10Toen werd alles voor de dienst geregeld. De priesters gingen op hun plaatsen staan evenals de Levieten volgens hun dienstafdelingen, zoals de koning had bevolen. 11Daarna slachtten de Levieten de paaslammeren en overhandigden het bloed aan de priesters, die het over het altaar sprenkelden, terwijl de Levieten de huid van de dieren afstroopten. 12Zij stapelden het offervlees voor elke familie op, zodat die hun eigen brandoffers aan de Here kon aanbieden. Zo was het in de wet van Mozes bevolen. Hetzelfde deden zij met de ossen. 13In navolging van de wet van Mozes roosterden zij daarna de paaslammeren op het vuur en kookten de andere heilige offers in potten, ketels en pannen, die daarna snel naar de buiten wachtende mensen werden gebracht om op te eten. 14Daarna maakten de Levieten de maaltijd voor zichzelf en de priesters klaar, want zij waren tot ʼs nachts druk bezig geweest met het offeren van de brandoffers en het vet. 15De zangers, allemaal nakomelingen van Asaf, stonden op hun plaatsen en handelden volgens aanwijzingen die eeuwen eerder waren opgesteld door koning David, Asaf, Heman en Jeduthun, de profeet van de koning. De poortwachters bewaakten de toegangen en hoefden hun posten niet te verlaten, omdat hun broeders, de Levieten, hun de maaltijden kwamen brengen.

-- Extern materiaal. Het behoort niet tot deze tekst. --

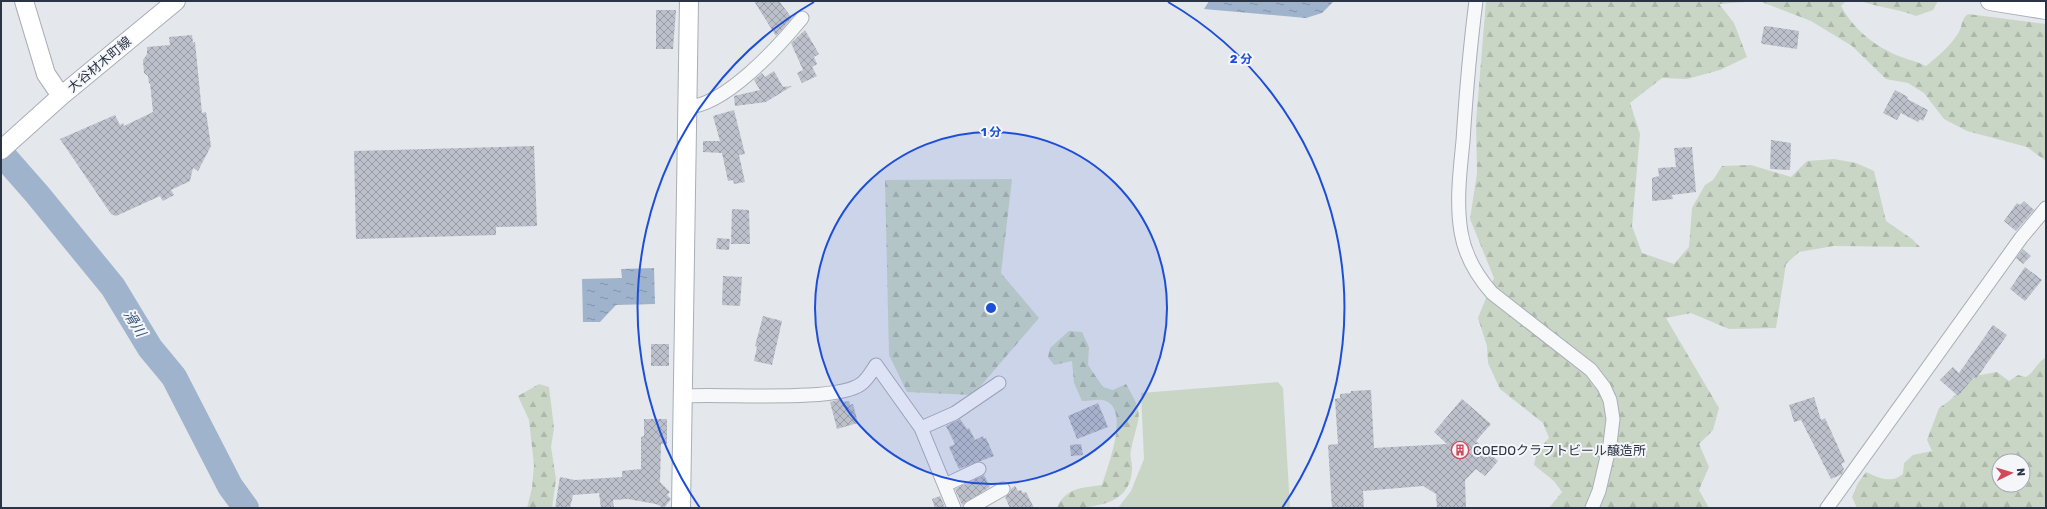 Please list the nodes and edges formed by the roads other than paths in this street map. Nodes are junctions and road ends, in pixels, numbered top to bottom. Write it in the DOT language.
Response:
graph roads {
  1 [pos="24,1"];
  2 [pos="176,1"];
  3 [pos="689,1"];
  4 [pos="1476,1"];
  5 [pos="1990,1"];
  6 [pos="2046,10"];
  7 [pos="802,18"];
  8 [pos="61,96"];
  9 [pos="687,107"];
  10 [pos="1,150"];
  11 [pos="2046,208"];
  12 [pos="999,383"];
  13 [pos="683,396"];
  14 [pos="921,428"];
  15 [pos="979,469"];
  16 [pos="945,485"];
  17 [pos="1003,489"];
  18 [pos="984,505"];
  19 [pos="681,508"];
  20 [pos="954,508"];
  21 [pos="970,508"];
  22 [pos="1592,508"];
  23 [pos="1827,508"];
  1 -- 8 [label="street"];
  2 -- 8 [label="street, 大谷材木町線"];
  3 -- 9 [label="street"];
  4 -- 22 [label="street"];
  5 -- 6 [label="street"];
  7 -- 9 [label="street"];
  8 -- 10 [label="street, 大谷材木町線"];
  9 -- 13 [label="street"];
  11 -- 23 [label="street"];
  12 -- 14 [label="street"];
  13 -- 14 [label="street"];
  13 -- 19 [label="street"];
  14 -- 16 [label="street"];
  15 -- 16 [label="street"];
  16 -- 20 [label="street"];
  17 -- 18 [label="street"];
  18 -- 21 [label="street"];
} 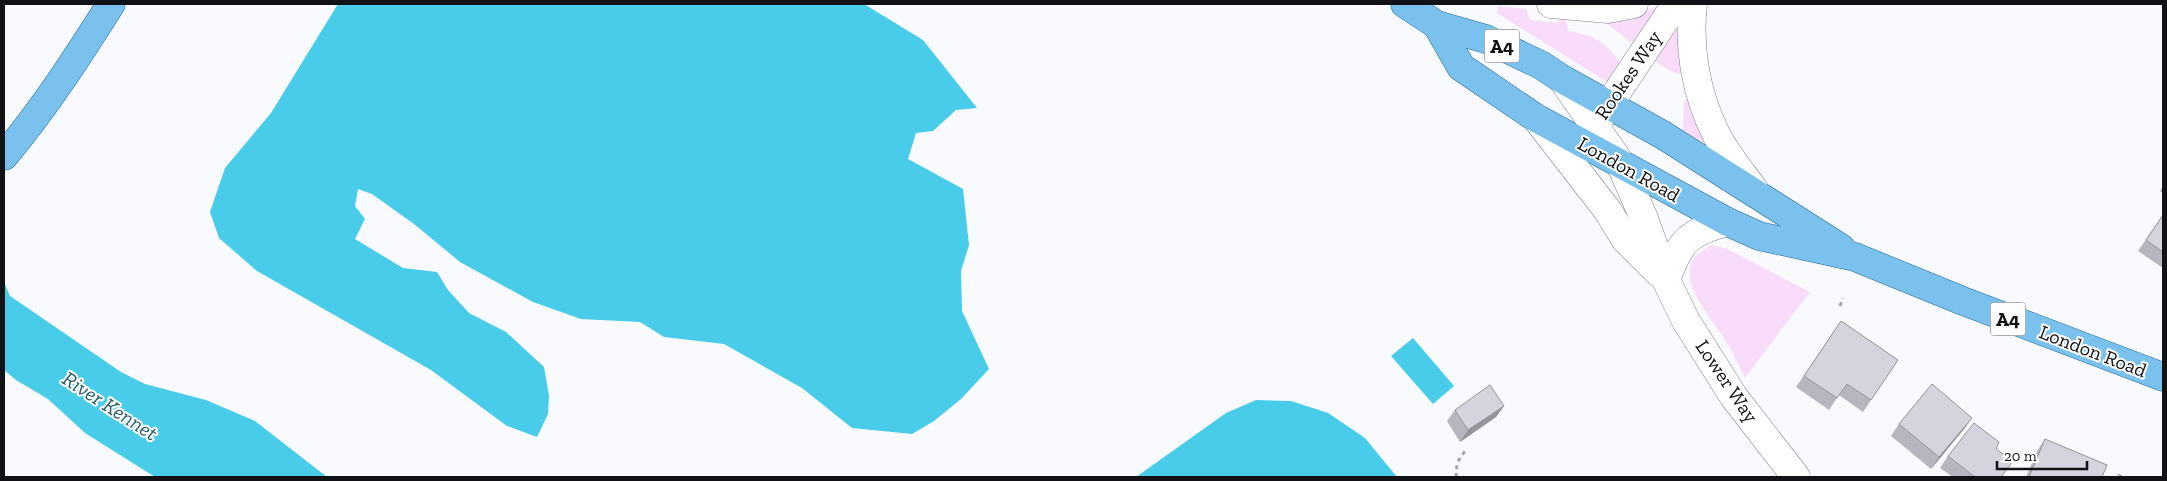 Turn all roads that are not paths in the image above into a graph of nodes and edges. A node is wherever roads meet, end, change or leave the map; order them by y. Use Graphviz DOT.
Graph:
graph roads {
  1 [pos="111,4"];
  2 [pos="1405,4"];
  3 [pos="1551,4"];
  4 [pos="1634,4"];
  5 [pos="1676,4"];
  6 [pos="1693,4"];
  7 [pos="1437,25"];
  8 [pos="1536,118"];
  9 [pos="1592,123"];
  10 [pos="4,156"];
  11 [pos="1618,161"];
  12 [pos="1754,191"];
  13 [pos="1728,222"];
  14 [pos="1855,257"];
  15 [pos="1666,280"];
  16 [pos="2163,377"];
  17 [pos="1796,477"];
  1 -- 10 [label="main road"];
  2 -- 7 [label="main road, London Road / A4"];
  3 -- 4 [label="street, Rookes Way"];
  5 -- 9 [label="street, Rookes Way"];
  6 -- 12 [label="street, Rookes Way"];
  7 -- 8 [label="main road, London Road / A4"];
  7 -- 9 [label="main road, London Road / A4"];
  8 -- 9 [label="main road, London Road / A4"];
  8 -- 15 [label="street, Lower Way"];
  9 -- 11 [label="main road, London Road / A4"];
  9 -- 12 [label="main road, London Road / A4"];
  11 -- 13 [label="main road, London Road / A4"];
  11 -- 15 [label="street, Lower Way"];
  12 -- 14 [label="main road, London Road / A4"];
  13 -- 14 [label="main road, London Road / A4"];
  13 -- 15 [label="street"];
  14 -- 16 [label="main road, London Road / A4"];
  15 -- 17 [label="street, Lower Way"];
} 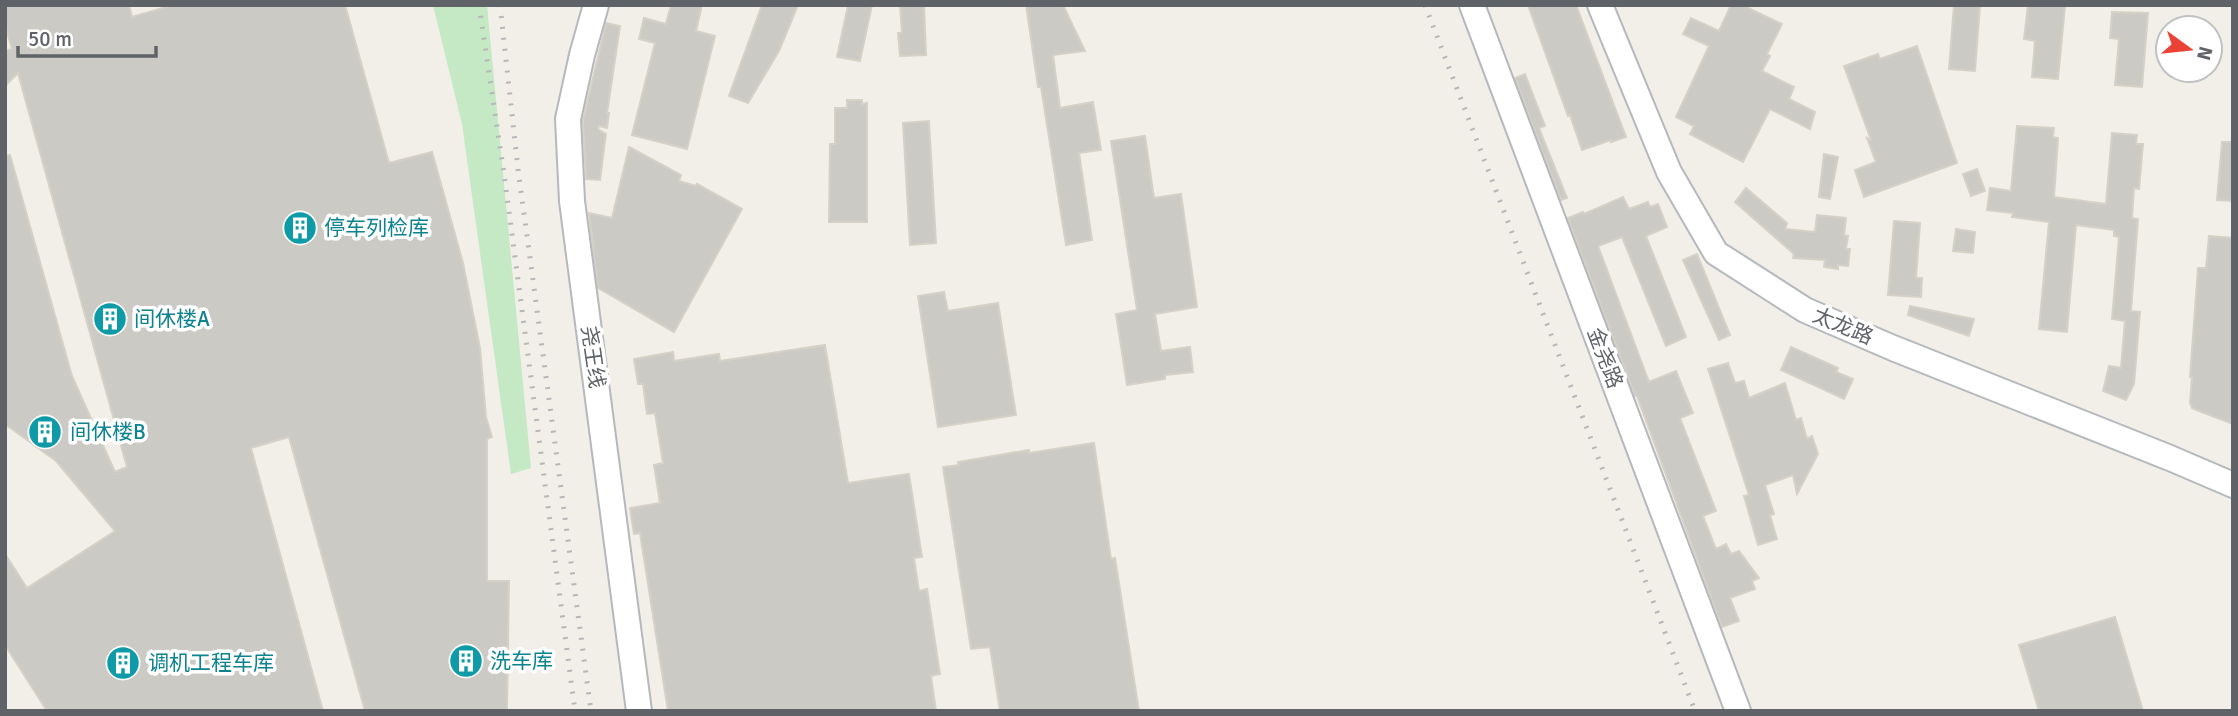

16De hele Pesach-ceremonie had op die ene dag plaats. Alle brandoffers waren op het altaar van de Here geofferd, precies zoals koning Josia had bevolen. 17Allen die in Jeruzalem aanwezig waren, namen deel aan de Pesachviering, die werd gevolgd door de viering van het Feest van de Ongezuurde Broden. Zo bleef het zeven dagen achterelkaar feest. 18Sinds de tijd van de profeet Samuël was Pesach niet meer zo gevierd, geen enkele koning van Israël kon in dit opzicht met koning Josia wedijveren. Nog nooit eerder hadden zoveel priesters, Levieten en inwoners van Jeruzalem, Juda en Israël aan de viering deelgenomen. 19Dit alles gebeurde in het achttiende regeringsjaar van koning Josia.

20Korte tijd later, nadat Josia orde op zaken had gesteld in de tempel, trok koning Necho van Egypte met zijn leger naar het plaatsje Karkemis aan de rivier de Eufraat om de strijd aan te binden met de Assyriërs. Daarop verklaarde koning Josia hem de oorlog. 21Maar koning Necho stuurde boodschappers naar Josia met de mededeling: ‘Ik wil niet tegen u vechten, koning van Juda! Ik ben uitsluitend gekomen om de strijd aan te binden met de koning van Assyrië. Laat mij met rust! God heeft gezegd dat ik mij moest haasten. Meng u niet in de zaken van God, anders zal Hij u vernietigen, want Hij staat aan mijn kant.’ 22Maar Josia weigerde zich terug te trekken en in het dal van Megiddo raakten de beide legers slaags. Josia had zijn koninklijke gewaad uitgetrokken en zich vermomd, zodat de vijand hem niet kon herkennen. Josia wilde niet geloven dat Necho in opdracht van God handelde. 23Tijdens de slag raakten de vijandelijke boogschutters koning Josia echter met hun pijlen en verwondden hem dodelijk. ‘Ik ben gewond, breng mij van het slagveld,’ riep hij zijn mannen toe. 24-25 Zij tilden hem uit zijn eigen strijdwagen en legden hem in een andere wagen die hem terugbracht naar Jeruzalem. Het mocht echter niet meer baten. In de stad aangekomen, overleed hij. Hij werd daar op de koninklijke begraafplaats begraven en heel Juda en Jeruzalem rouwden om hem. De profeet Jeremia schreef speciaal een rouwlied over hem. De tempelzangers zingen nu nog steeds rouwliederen over Josia, want deze liederen werden opgenomen in de officiële bundel van Klaagliederen.

26Alle andere daden van Josia, zijn goede verrichtingen en zijn trouw aan de wetten van de Here, 27staan beschreven in het Boek over de Koningen van Israël en Juda.